Whole-plant physiological and yield responses of maize to plant density

Modern compared with older maize (Zea mays L.) hybrids tolerate more plant density stress, but more information is required on how modern hybrids interact with plant density. Field experiments were established in 1991 (warm-dry) and 1992 (cool-wet) to evaluate whole-plant physiological, dry matter (DM), and grain yield responses of four commercial hybrids at low (4.5 plants m(-2)), medium (6.75), and high (9.0) plant densities. As plant density increased, leaf CO2 exchange rates (CER) declined 10 to 20% under mild and 20 to 30% under warm dry conditions. Compared with the high plant density, the low plant density had a 40% lower leaf area index from midvegetative to early grain filling, which offset higher photosynthetic efficiency, resulting in lower crop growth rates during vegetative development and 25% less DM accumulation at silking. When averaged across hybrids, the low plant density averaged 15% lower DM and grain yields than the high plant density. Hybrid x plant density interactions were observed for DM and grain yields.
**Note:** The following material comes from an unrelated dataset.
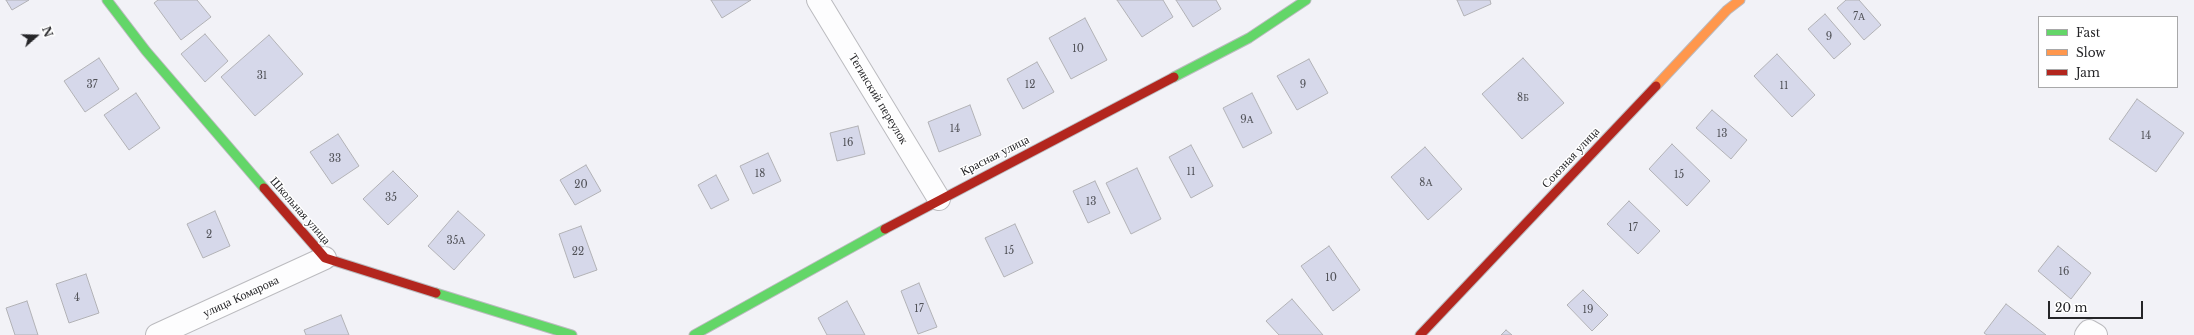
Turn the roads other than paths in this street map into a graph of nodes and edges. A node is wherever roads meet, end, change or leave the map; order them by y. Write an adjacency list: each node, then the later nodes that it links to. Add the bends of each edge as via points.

The more prolific hybrids showed mostly linear DM and grain yield responses to plant density, whereas a single-eared hybrid showed quadratic responses in both years. Another single-eared hybrid, which did not respond to density had low leaf CER at all densities, a reduction in kernels per plant at the medium density, and increased barrenness at the high plant density in 1991. Apparently, modern hybrids interact with plant density, regardless of growing conditions, and some modern hybrids do not tolerate density stress in dry years.